2. Die Erlassung eines Aufenthaltsverbotes gegen den Beschwerdeführer ist gemäß § 86 Abs. 1 erster bis vierter Satz FPG nur zulässig, wenn auf Grund seines persönlichen Verhaltens die öffentliche Ordnung oder Sicherheit gefährdet ist. Das persönliche Verhalten muss eine tatsächliche, gegenwärtige und erhebliche Gefahr darstellen, die ein Grundinteresse der Gesellschaft berührt.
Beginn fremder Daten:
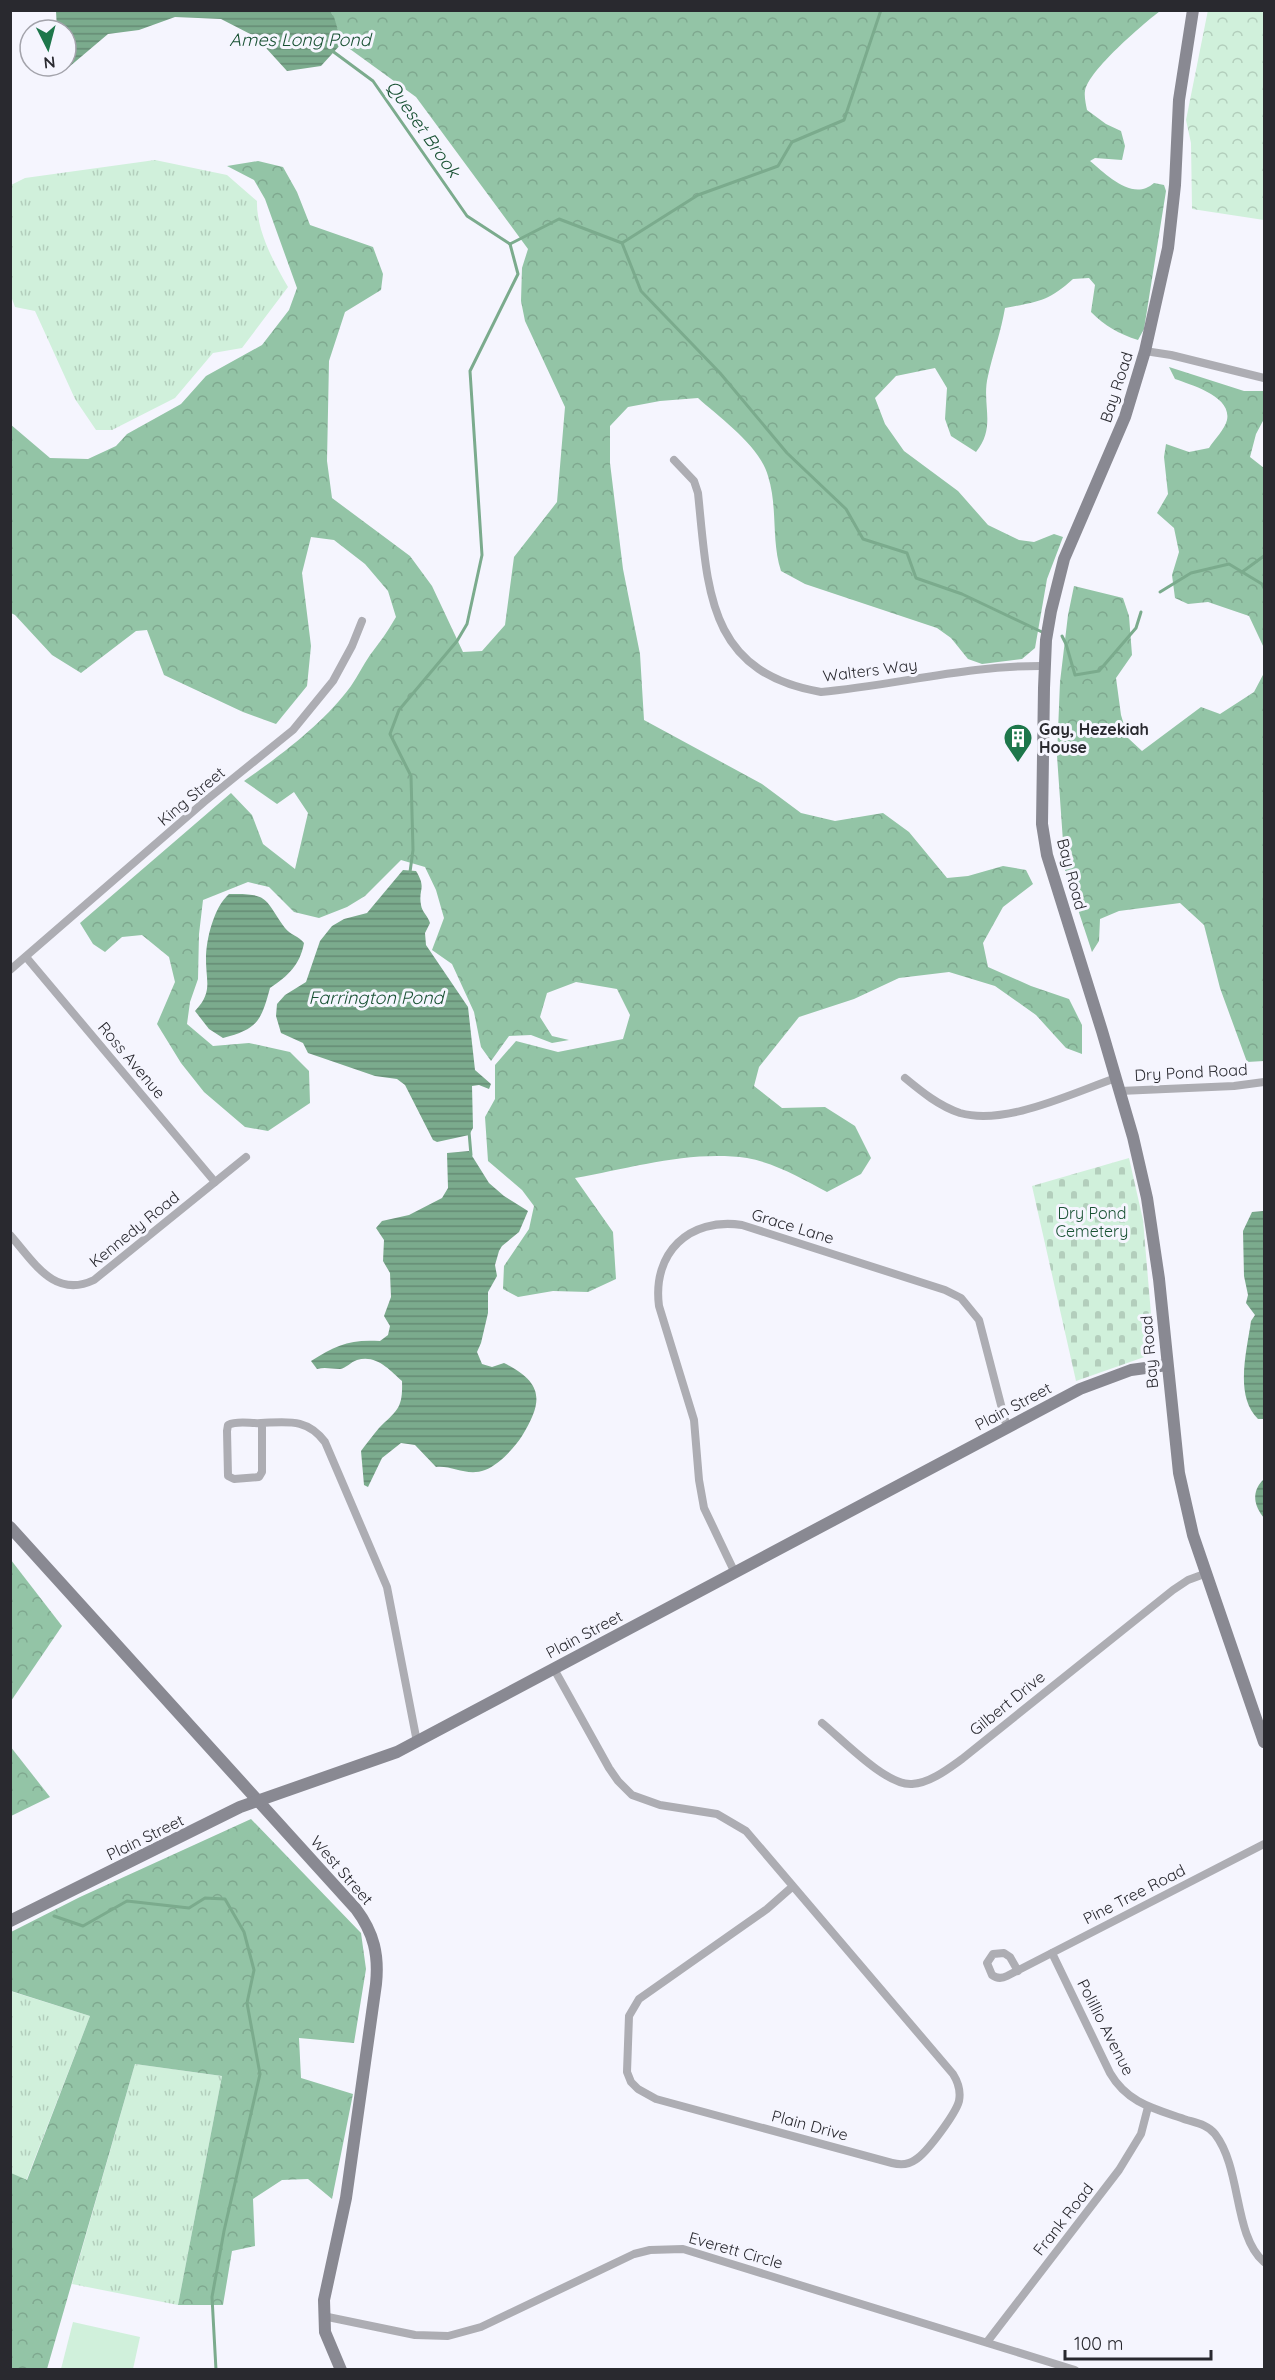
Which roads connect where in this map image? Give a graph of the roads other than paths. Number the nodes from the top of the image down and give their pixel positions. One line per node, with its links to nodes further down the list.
1 (1192, 10): 2 (street, Bay Road)
2 (1145, 351): 3 (street); 6 (street, Bay Road)
3 (1264, 378)
4 (674, 460): 6 (street, Walters Way)
5 (362, 621): 7 (street, King Street)
6 (1045, 666): 10 (street, Bay Road)
7 (26, 957): 8 (street, King Street); 14 (street, Ross Avenue)
8 (10, 970)
9 (905, 1078): 10 (street)
10 (1116, 1078): 12 (street, Bay Road)
11 (1264, 1082): 12 (street, Dry Pond Road)
12 (1120, 1091): 16 (street, Bay Road)
13 (246, 1157): 14 (street, Kennedy Road)
14 (215, 1182): 15 (street, Kennedy Road)
15 (10, 1235)
16 (1167, 1365): 18 (street, Plain Street); 21 (street, Bay Road)
17 (262, 1423): 17 (street); 24 (street)
18 (1008, 1428): 20 (street, Plain Street); 20 (street, Grace Lane)
19 (10, 1527): 26 (street, West Street)
20 (735, 1573): 22 (street, Plain Street)
21 (1206, 1573): 23 (street, Gilbert Drive); 25 (street, Bay Road)
22 (554, 1669): 24 (street, Plain Street); 28 (street, Plain Drive)
23 (822, 1723)
24 (417, 1742): 26 (street, Plain Street)
25 (1264, 1742)
26 (258, 1800): 29 (street, Plain Street); 34 (street, West Street)
27 (1264, 1844): 30 (street, Pine Tree Road)
28 (792, 1887): 28 (street, Plain Drive)
29 (10, 1921)
30 (1052, 1953): 31 (street, Pine Tree Road); 32 (street, Polillio Avenue)
31 (1018, 1971)
32 (1148, 2107): 33 (street, Polillio Avenue); 35 (street, Frank Road)
33 (1264, 2262)
34 (323, 2316): 35 (street, Everett Circle); 36 (street, West Street)
35 (987, 2342): 37 (street, Everett Circle)
36 (341, 2370)
37 (1075, 2370)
Nach der ständigen Rechtsprechung des Verwaltungsgerichtshofes sind diese Voraussetzungen gegeben, wenn ein Fremder im Sinn des § 60 Abs. 2 Z. 9 FPG eine Ehe geschlossen und sich für die Erteilung einer Aufenthaltsberechtigung auf die Ehe berufen, aber mit dem Ehegatten ein gemeinsames Familienleben im Sinn des Art. 8 EMRK nie geführt hat (vgl. das hg. Erkenntnis vom , Zl. 2007/18/0818, mwN).
3. Bei der Beurteilung, ob die Annahme im Sinn des § 86 Abs. 1 erster bis vierter Satz FPG gerechtfertigt sei, dürfen Änderungen, die gegen den Fortbestand einer Gefährdungsprognose sprechen, nicht ausgeklammert werden. Vom Beschwerdeführer, der vor Erlassung des angefochtenen Bescheides als Unionsbürger freizügigkeitsberechtigt geworden ist, ist jedenfalls nicht mehr zu befürchten, dass er eine Ehe schließt, ohne ein gemeinsames Familienleben im Sinn des Art. 8 EMRK zu führen, um sich für die Erteilung einer Aufenthaltsberechtigung auf diese Ehe zu berufen (vgl. das schon zitierte Erkenntnis vom , mwN).
Dadurch, dass die belangte Behörde dies verkannt und ihre Entscheidung - auch was die Gültigkeitsdauer des Aufenthaltsverbotes gemäß § 63 FPG anlangt - unter anderem mit dem Erfordernis eines geraumen Zeitraumes der Beobachtung des Wohlverhaltens des Beschwerdeführers stützte um sicherzustellen, dass er nicht neuerlich das von ihm gezeigte Verhalten im Bundesgebiet setzen werde, belastete sie den angefochtenen Bescheid mit inhaltlicher Rechtswidrigkeit.
4. Der angefochtene Bescheid war sohin gemäß § 42 Abs. 2 Z. 1 VwGG wegen inhaltlicher Rechtswidrigkeit aufzuheben.
5. Der Ausspruch über den Aufwandersatz beruht auf den §§ 47 ff VwGG in Verbindung mit der Verordnung BGBl. II Nr. 455/2008.